▶ _DATA PROVIDED_:
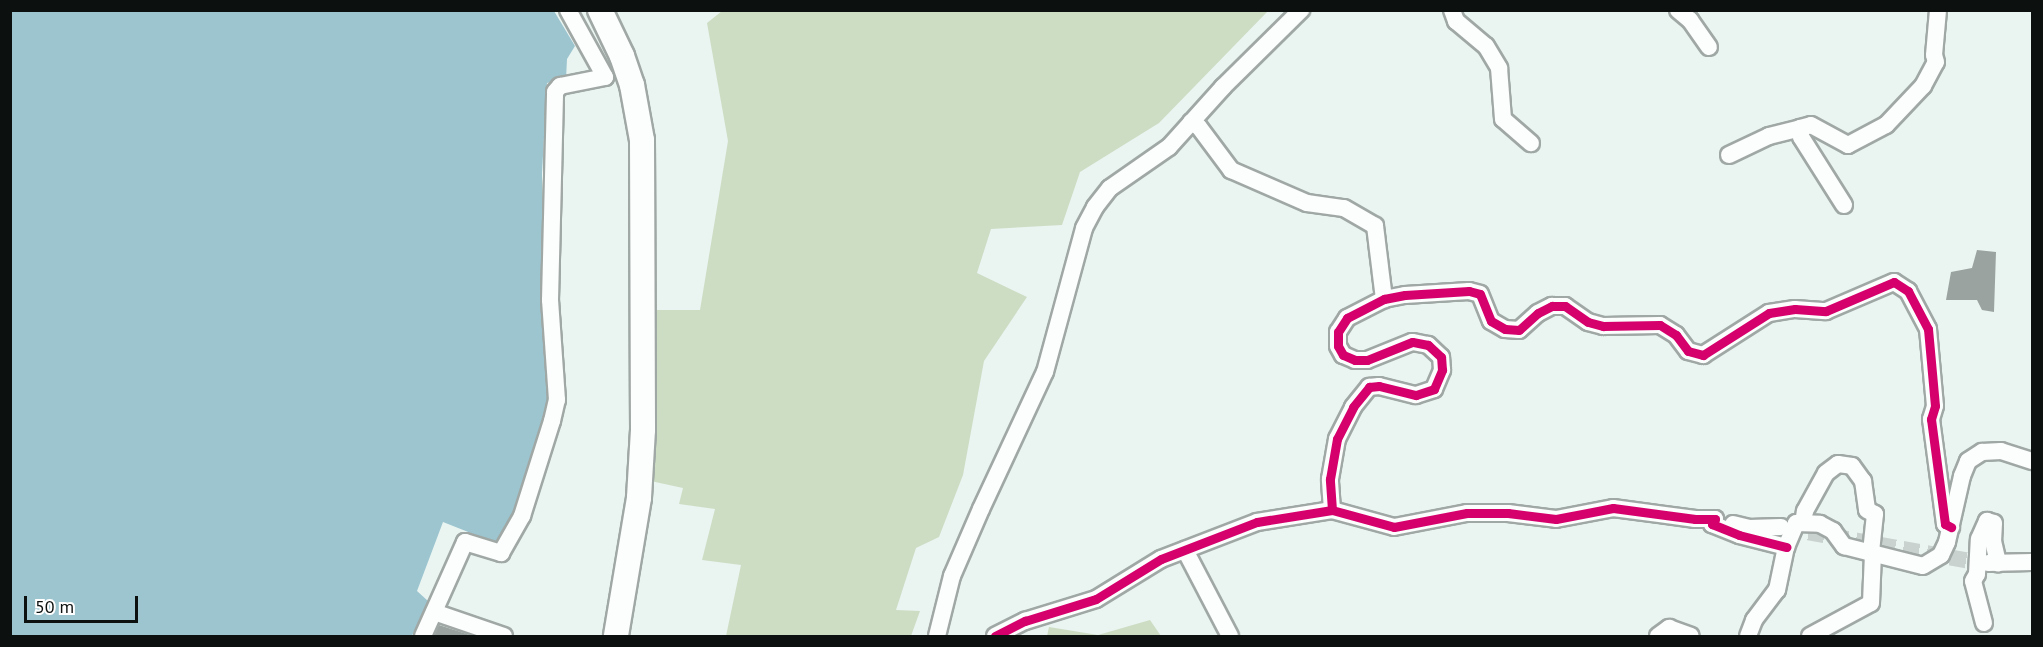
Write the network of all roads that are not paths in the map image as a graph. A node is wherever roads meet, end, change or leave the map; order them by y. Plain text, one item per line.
1 (568, 10) edge
2 (600, 10) edge
3 (1301, 10) edge
4 (1452, 10) edge
5 (1678, 10) edge
6 (1938, 10) edge
7 (1708, 47) dead end
8 (1191, 122) junction
9 (1800, 128) junction
10 (1531, 143) dead end
11 (1729, 155) dead end
12 (1844, 205) dead end
13 (1383, 299) junction
14 (2032, 461) edge
15 (1332, 510) junction
16 (1715, 519) junction
17 (1803, 523) junction
18 (1781, 527) tunnel mouth
19 (1951, 527) junction
20 (1786, 547) junction
21 (1185, 550) junction
22 (1872, 553) junction
23 (2032, 562) edge
24 (434, 612) junction
25 (1984, 623) dead end
26 (423, 636) edge
27 (504, 636) edge
28 (615, 636) edge
29 (937, 636) edge
30 (995, 636) edge
31 (1230, 636) edge
32 (1658, 636) edge
33 (1691, 636) edge
34 (1748, 636) edge
35 (1810, 636) edge

1 - 24 street
2 - 28 street
3 - 8 street
4 - 10 street
5 - 7 street
6 - 9 street
8 - 13 street
8 - 29 street
9 - 11 street
9 - 12 street
13 - 15 street
13 - 19 street
14 - 19 street
15 - 16 street
15 - 21 street
16 - 18 street
16 - 20 street
17 - 20 street
17 - 22 street
17 - 22 street
19 - 22 street
20 - 34 street
21 - 30 street
21 - 31 street
22 - 35 street
23 - 25 street
24 - 26 street
24 - 27 street
32 - 33 street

▶ _YOUR TASK_:
Your output must reproduce the material above in full, with no pictures.

▶ _REPLY TO THE EXERCISE_:
Write the network of all roads that are not paths in the map image as a graph. A node is wherever roads meet, end, change or leave the map; order them by y. Plain text, one item per line.
1 (568, 10) edge
2 (600, 10) edge
3 (1301, 10) edge
4 (1452, 10) edge
5 (1678, 10) edge
6 (1938, 10) edge
7 (1708, 47) dead end
8 (1191, 122) junction
9 (1800, 128) junction
10 (1531, 143) dead end
11 (1729, 155) dead end
12 (1844, 205) dead end
13 (1383, 299) junction
14 (2032, 461) edge
15 (1332, 510) junction
16 (1715, 519) junction
17 (1803, 523) junction
18 (1781, 527) tunnel mouth
19 (1951, 527) junction
20 (1786, 547) junction
21 (1185, 550) junction
22 (1872, 553) junction
23 (2032, 562) edge
24 (434, 612) junction
25 (1984, 623) dead end
26 (423, 636) edge
27 (504, 636) edge
28 (615, 636) edge
29 (937, 636) edge
30 (995, 636) edge
31 (1230, 636) edge
32 (1658, 636) edge
33 (1691, 636) edge
34 (1748, 636) edge
35 (1810, 636) edge

1 - 24 street
2 - 28 street
3 - 8 street
4 - 10 street
5 - 7 street
6 - 9 street
8 - 13 street
8 - 29 street
9 - 11 street
9 - 12 street
13 - 15 street
13 - 19 street
14 - 19 street
15 - 16 street
15 - 21 street
16 - 18 street
16 - 20 street
17 - 20 street
17 - 22 street
17 - 22 street
19 - 22 street
20 - 34 street
21 - 30 street
21 - 31 street
22 - 35 street
23 - 25 street
24 - 26 street
24 - 27 street
32 - 33 street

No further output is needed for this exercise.